Both the technology and infrastructure we use have changed how we deliver services to our customers (or employees in this case). But how are our businesses adapting to these changes? How are we identifying relationships across new environments? Are we understanding the implications of what’s being introduced?
In order to keep business applications and operations running smoothly, it’s crucial to understand the value of three key ITIL practices: configuration, change, and release management. I’ll explain how combining these ITIL strategies helps businesses reach their goals and boost positive employee experiences.
The Value of Configuration, Change, and Release Management
If you attend IT conferences, networking events, or most recently, virtual summits, you’ve probably heard an emphasis on configuration management. It’s a hot ticket and many people say they need it. But before you commit to building a configuration management database (
CMDB), it’s important to identify your goals. What are you trying to build? What is the value of the CMDB in your organization? Here are a few things to consider before you find yourself aimlessly compiling a list of CIs:
- Differentiate it from IT asset management. ITAM is focused on IT-specific assets aimed at managing the acquisition, lifecycles, operation, care, etc. Configuration management is the relationship between CIs, assets, and any record type. This practice provides information on the CIs themselves and how they contribute to various elements of your infrastructure.

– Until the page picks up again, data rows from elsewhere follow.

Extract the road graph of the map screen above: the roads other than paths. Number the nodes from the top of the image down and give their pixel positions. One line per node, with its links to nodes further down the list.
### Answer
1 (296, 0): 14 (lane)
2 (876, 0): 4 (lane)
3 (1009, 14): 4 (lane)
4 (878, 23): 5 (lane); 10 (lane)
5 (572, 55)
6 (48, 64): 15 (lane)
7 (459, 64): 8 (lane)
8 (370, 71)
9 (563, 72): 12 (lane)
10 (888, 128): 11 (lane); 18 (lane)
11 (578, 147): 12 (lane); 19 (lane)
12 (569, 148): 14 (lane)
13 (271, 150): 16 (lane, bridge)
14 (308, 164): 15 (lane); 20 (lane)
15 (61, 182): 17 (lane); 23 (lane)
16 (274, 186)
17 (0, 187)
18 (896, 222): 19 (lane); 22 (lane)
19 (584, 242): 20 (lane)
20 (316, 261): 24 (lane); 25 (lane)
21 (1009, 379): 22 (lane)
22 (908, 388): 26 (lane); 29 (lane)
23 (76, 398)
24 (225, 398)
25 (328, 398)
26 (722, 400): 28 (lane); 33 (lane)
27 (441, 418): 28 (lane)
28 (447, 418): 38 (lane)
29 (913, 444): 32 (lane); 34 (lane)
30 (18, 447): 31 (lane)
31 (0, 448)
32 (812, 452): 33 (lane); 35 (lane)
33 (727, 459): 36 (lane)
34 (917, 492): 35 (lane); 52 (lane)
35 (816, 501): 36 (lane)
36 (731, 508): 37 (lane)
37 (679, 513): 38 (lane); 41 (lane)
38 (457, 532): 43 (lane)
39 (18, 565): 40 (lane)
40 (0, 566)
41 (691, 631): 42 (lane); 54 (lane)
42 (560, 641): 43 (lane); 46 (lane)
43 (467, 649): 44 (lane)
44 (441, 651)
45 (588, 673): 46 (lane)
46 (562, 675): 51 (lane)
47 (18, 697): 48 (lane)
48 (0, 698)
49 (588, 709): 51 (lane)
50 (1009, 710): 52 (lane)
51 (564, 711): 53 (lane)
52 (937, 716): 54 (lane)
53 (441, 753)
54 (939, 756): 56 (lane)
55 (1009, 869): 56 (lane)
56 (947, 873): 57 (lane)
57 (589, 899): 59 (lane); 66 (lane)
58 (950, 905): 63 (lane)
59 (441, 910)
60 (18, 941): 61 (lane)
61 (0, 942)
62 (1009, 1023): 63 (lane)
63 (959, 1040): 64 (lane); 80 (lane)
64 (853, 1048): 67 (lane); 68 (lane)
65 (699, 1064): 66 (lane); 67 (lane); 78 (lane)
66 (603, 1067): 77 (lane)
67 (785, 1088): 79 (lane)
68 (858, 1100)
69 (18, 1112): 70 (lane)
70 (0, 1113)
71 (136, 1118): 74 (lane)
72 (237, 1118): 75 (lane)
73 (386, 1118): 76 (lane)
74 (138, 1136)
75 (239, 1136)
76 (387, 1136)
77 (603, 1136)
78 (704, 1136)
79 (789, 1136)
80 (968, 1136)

- Define the types of relationships and dependencies. Establishing parent-child dependencies helps IT pros gain visibility into upstream and downstream impacts.
- Educate to align with business culture. There has to be support for adoption. Those responsible for maintaining records and establishing relationships can’t operate in a silo. As configuration management is implemented, ensure processes are continually refined to align with the business’s cultural values.
You’ve checked off these items, but you still haven’t pulled any tangible value out of the CMDB. Now it’s time to start using that data within ITIL practices.
Using the CMDB and configuration management with change enablement allows IT pros to identify impacted CIs for planning and risk assessment. Visibility into the CMDB can determine if there are scheduling conflicts for changes. Having this visibility ahead of time can minimize downtime and disruptions.
Release management can make the change enablement process more proactive and is essential in managing the amount of ongoing changes in an environment. Visibility into CIs determines where testing needs to happen for best deployment of approaching updates. Release management can also help in pre-production and implementation processes, as well as mitigating disruption to the environment upon deployment. This practice focuses on building, testing and deploying, but also documenting, reviewing, and future-proofing for continuous improvement.
How Advancements in Technology Help Apply These ITIL Strategies
In order to advance change enablement practices, optimize your resources with
templated data collection and automated workflows. Standardizing changes can help close gaps of changes details, while aiding in resource allocation. When pairing data collection, if there’s an opportunity to automate, do it to streamline processes.
Investing time and resources in your configuration management practices can pay dividends. Centralized tracking of CIs fuels visibility for other service management strategies. This transparency will help your team make more informed decisions around changes and releases, leading to improved impact assessments and heightened communication.
As you begin to take on more changes, leverage your tools for reporting. Understand where efficiencies are best suited and where there’s an opportunity to better optimize resources. Lean on these tools to automate recurring reports for more process and practice improvements.
Automating release practices and providing visibility into past releases are technological benefits of release management. Scheduling releases brings more transparency for improved planning and sourcing time for other projects. In addition, scheduling a recurring review can drive continuous improvement and deployment efficiencies.
Connecting and Adopting All Three ITIL Practices
The value delivered by configuration management can enable many other ITIL practices. With change and release management, remember the benefit of having visibility into impacted CIs. It helps determine timelines, what will be impacted, and who will need to be alerted about changes and releases. As a result, there’s better communication, education, and deployment of future changes and releases.
So what do these ITIL practices do for remote operations? Here’s a sample scenario: an influx of tickets has come through related to employees’ inability to log on to the VPN. Once the issue has been identified, IT pros can determine if the VPN needs an upgrade and record the change. IT pros follow deployment procedures to implement the upgrade and attach the CI to the release. Each ITIL practice is demonstrated and documented—visibility into the environment, mitigating disruptions, and future-proofing.
Using configuration, change, and release management together helps businesses understand the relationships between CIs, linking them to changes that might impact the business, and having a record of it all for better deployment. The ultimate goal? Provide an optimal service experience for both the business and employees.